New improvements to smartphones, computers, internet of things (IoT) and other devices, both in processing and data usage, creates more and more complex systems. The process of developing new digital integrated circuits (IC) has evolved from simple units to complex systems which has driven the development and verification time to increase considerably. Often large teams divide the work in different abstraction layers and subsystems. From idea and mathematical representation of the subsystems down to register transfer level (RTL) and transistor level design.

While the complexity has increased, new tools to handle the complexity have been developed. Mathworks' Matlab and Simulink have added or updated toolboxes to enable translation of their code to hardware description languages (HDL) which describes the RTL. Integration of verification tools such as Cadence's Xcelium or Mentor graphics' Modelsim have also been added to Mathworks' tools.

One complex system is the radio frequency (RF) IC for the 5G radio standard which the start-up company BeammWave currently is developing. One part of the RF IC is the digital processing and control system of the down and up link, between the antennas and the 5G-NR (Fifth Generation New Radio) baseband circuitry. This design will be implemented to explore and create a flow around since BeammWave is kind enough to supply concepts and description of the state of the art system.

The main task of this master thesis is to create a design flow for developing digital ICs and evaluating compared to traditional flow using the tools from Mathworks and Cadence. To evaluate the flow we will compare generated HDL from the Mathworks tools with a traditional creation of HDL by analyzing the properties given by synthesizing the RTL descriptions. Evaluating the flow by its development efficiency compared to traditional translation will also be included in this master thesis.

#### 1.1 Motivation

The first 5G mmWave mobile devices on the market, such as smartphones, will use analog beamforming. The main reason is time to market. Analog beamforming solution is bulky and far from optimized with respect to cost, size and power consumption. BeammWave has developed a disruptive digital beamforming architecture, by integrating the front end Radio modules, filters and antenna element in a single RF chip which will change the way beamforming will be implemented in mobile devices in the future.
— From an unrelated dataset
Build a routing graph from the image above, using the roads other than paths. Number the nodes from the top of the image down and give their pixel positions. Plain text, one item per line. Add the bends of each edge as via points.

Traditional verification requires manual translations from system description to RTL which often takes a long time. Especially when large parts of the code have to be redone when something changes. A quicker design flow is developed and to decrease the developing time and thus decrease the time to market which benefits any company.
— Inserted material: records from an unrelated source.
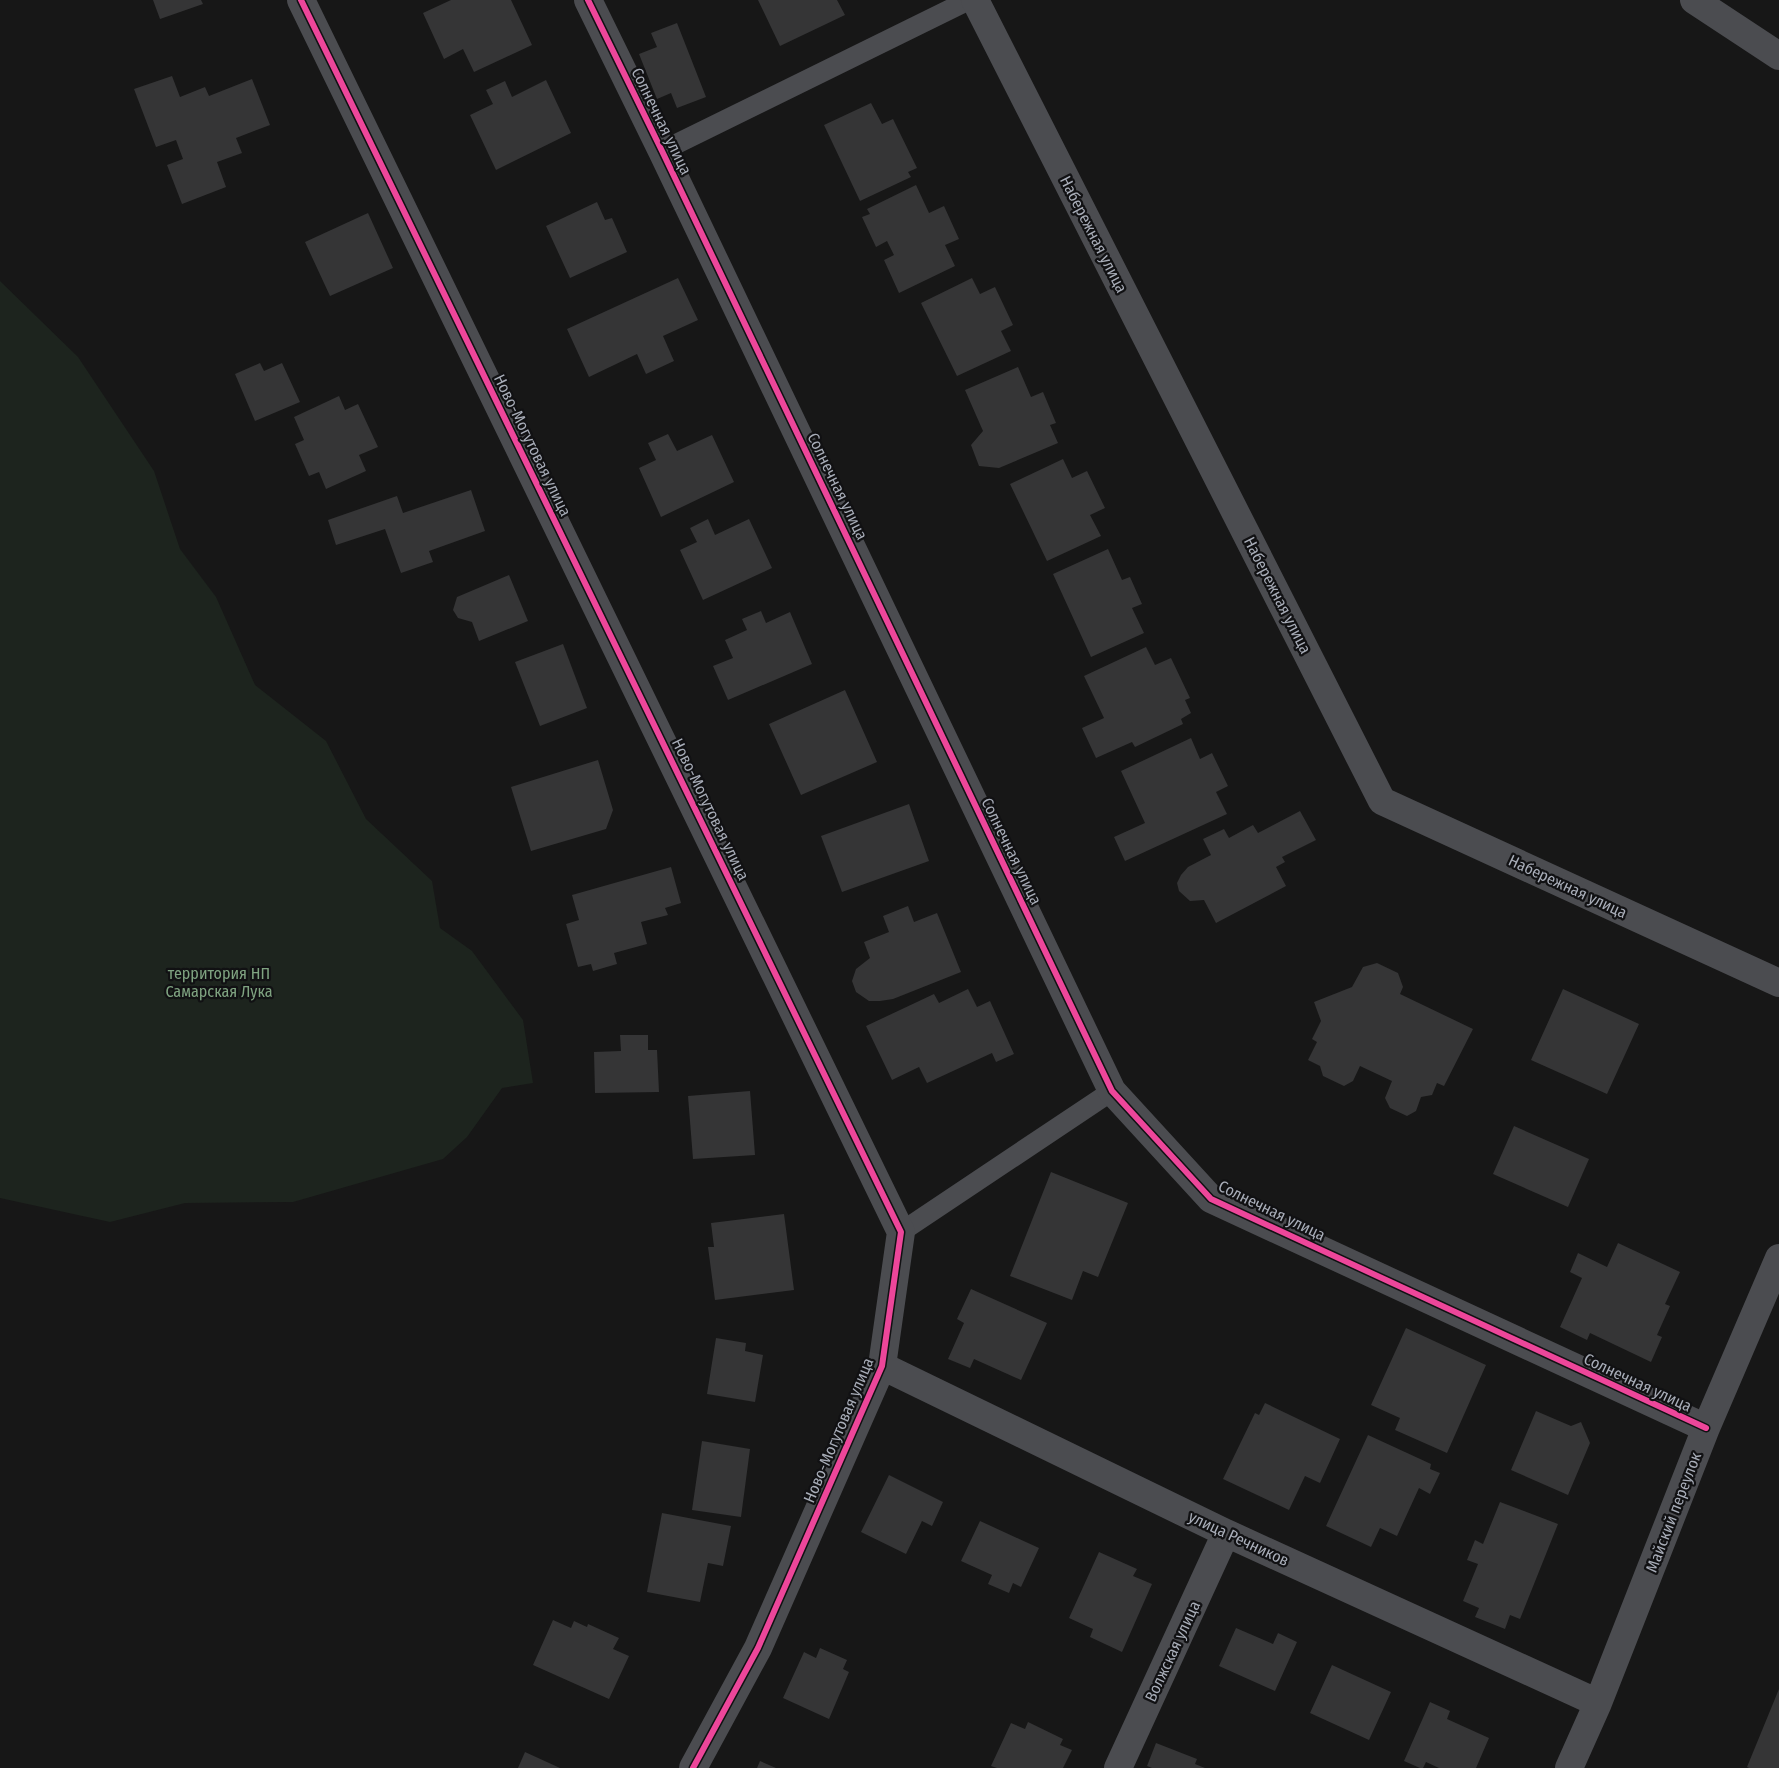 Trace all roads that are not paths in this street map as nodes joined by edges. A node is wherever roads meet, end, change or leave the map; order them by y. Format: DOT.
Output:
graph roads {
  1 [pos="301,0"];
  2 [pos="588,0"];
  3 [pos="969,0"];
  4 [pos="975,0"];
  5 [pos="1694,0"];
  6 [pos="1779,56"];
  7 [pos="662,151"];
  8 [pos="1779,982"];
  9 [pos="1112,1091"];
  10 [pos="901,1232"];
  11 [pos="1779,1258"];
  12 [pos="882,1366"];
  13 [pos="1706,1428"];
  14 [pos="1226,1533"];
  15 [pos="1598,1703"];
  16 [pos="693,1768"];
  17 [pos="1118,1768"];
  18 [pos="1570,1768"];
  1 -- 10 [label="street, Ново-Могутовая улица"];
  2 -- 7 [label="street, Солнечная улица"];
  3 -- 7 [label="lane"];
  4 -- 8 [label="street, Набережная улица"];
  5 -- 6 [label="street"];
  7 -- 9 [label="street, Солнечная улица"];
  9 -- 10 [label="lane"];
  9 -- 13 [label="street, Солнечная улица"];
  10 -- 12 [label="street, Ново-Могутовая улица"];
  11 -- 13 [label="street, Майский переулок"];
  12 -- 14 [label="street, улица Речников"];
  12 -- 16 [label="street, Ново-Могутовая улица"];
  13 -- 15 [label="street, Майский переулок"];
  14 -- 15 [label="street, улица Речников"];
  14 -- 17 [label="street, Волжская улица"];
  15 -- 18 [label="street, Майский переулок"];
}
A design flow using Matlab to create RTL is not new [1] but with the continuously updated and added toolboxes to Matlab and Simulink makes it worth investigating the current state of the tools to create state of the art technology. Specifically since Matlab is often used in the design process by researchers from different fields. From ideas and mathematical descriptions to RTL in a single environment makes the flow centralized and convenient.

## 1.2 Goal of the Project

A documented design flow for RTL development using Mathwork tools, with clear instructions on how and where to configure in order to meet specifications for any future application specific integrated circuit (ASIC). A big part of the flow will be testing and verification to make the development easier. The flow will be flexible to enable the adding of new blocks, toolboxes and tools to continue the creation of state of the art technology.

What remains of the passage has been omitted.